Joschua Conrad (Student Member, IEEE) received the B.Eng. degree in electrical engineering from Baden-Wuerttemberg Cooperative State University (DHBW) Stuttgart, Stuttgart, Germany, in 2016, and the M.Sc. degree in electrical engineering from the University of Ulm, Ulm, Germany, in 2019, where he is currently pursuing the Ph.D. degree with the Institute of Microelectronics, under the supervision of Prof. M. Ortmanns, with a focus on mixed-signal neural-network accelerator hardware.



Patrick Vogelmann (Student Member, IEEE) received the B.Sc. and M.Sc. degrees in electrical engineering from the University of Ulm, Ulm, Germany, in 2013 and 2015, respectively, where he is currently pursuing the Ph.D. degree with the Institute of Microelectronics, under the supervision of Prof. M. Ortmanns, with a focus on the development of high-resolution and incremental sigma-delta analog-to-digital converters for biomedical applications. His research interests include CMOS analog and mixed-signal IC design.



Mohamed Aly Mokhtar (Student Member, IEEE) received the M.Sc. degree in communication technology from the University of Ulm, Ulm, Germany, in 2017, where he is currently pursuing the Ph.D. degree with the Institute of Microelectronics, under the supervision of Prof. M. Ortmanns, with a focus on power-optimized high-resolution incremental sigma-delta analog-to-digital converters.

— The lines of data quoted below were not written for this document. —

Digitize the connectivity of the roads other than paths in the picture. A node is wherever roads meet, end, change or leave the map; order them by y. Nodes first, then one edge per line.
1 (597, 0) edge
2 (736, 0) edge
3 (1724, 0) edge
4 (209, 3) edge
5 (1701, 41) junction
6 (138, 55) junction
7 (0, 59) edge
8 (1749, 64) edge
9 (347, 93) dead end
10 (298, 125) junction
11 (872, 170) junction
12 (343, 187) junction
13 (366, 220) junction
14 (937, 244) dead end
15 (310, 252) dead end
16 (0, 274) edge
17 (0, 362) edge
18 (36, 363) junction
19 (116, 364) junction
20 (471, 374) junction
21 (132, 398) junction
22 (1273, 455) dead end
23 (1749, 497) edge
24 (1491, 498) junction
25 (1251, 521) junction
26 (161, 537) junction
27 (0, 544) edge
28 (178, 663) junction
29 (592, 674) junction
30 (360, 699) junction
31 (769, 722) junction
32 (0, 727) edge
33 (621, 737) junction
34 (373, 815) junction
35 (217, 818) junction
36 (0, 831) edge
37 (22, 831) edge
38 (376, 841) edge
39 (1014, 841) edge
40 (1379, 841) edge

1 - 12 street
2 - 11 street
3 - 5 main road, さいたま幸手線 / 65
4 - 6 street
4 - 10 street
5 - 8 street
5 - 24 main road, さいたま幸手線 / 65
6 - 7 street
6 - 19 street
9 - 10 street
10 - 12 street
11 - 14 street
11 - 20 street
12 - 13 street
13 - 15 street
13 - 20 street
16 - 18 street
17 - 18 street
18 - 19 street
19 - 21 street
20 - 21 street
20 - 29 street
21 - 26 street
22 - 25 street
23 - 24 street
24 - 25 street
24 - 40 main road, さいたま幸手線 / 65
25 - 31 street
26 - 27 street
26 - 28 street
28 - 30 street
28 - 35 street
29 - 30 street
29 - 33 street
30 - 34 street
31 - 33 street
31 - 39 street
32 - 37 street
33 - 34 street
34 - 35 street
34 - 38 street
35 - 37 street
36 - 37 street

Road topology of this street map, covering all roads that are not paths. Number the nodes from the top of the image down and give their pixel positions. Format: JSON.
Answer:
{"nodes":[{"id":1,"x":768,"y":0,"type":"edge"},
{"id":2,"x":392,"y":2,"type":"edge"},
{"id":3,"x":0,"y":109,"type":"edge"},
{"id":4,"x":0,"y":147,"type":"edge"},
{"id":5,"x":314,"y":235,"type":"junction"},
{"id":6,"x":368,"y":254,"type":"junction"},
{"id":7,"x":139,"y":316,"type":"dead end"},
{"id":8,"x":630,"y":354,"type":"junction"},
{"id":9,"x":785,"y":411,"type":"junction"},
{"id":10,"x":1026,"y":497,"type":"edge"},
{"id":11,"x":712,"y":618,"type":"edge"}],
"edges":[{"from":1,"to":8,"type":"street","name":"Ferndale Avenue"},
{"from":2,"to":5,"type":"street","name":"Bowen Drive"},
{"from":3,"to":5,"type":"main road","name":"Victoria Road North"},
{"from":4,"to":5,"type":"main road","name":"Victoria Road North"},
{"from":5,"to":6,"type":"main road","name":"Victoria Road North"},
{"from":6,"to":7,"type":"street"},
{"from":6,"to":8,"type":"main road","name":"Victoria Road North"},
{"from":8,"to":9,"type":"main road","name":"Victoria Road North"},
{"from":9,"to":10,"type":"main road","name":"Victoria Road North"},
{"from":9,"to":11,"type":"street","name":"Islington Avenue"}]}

Maurits Ortmanns (Senior Member, IEEE) is currently a Full Professor with the University of Ulm, Germany, where he is also the Head of the Institute of Microelectronics. He has authored or coauthored more than 250 IEEE journal articles and conference papers. His current research interests include mixedsignal integrated circuit design and self-correcting and reconfigurable analog circuits, with a special emphasis on data converters and biomedical applications.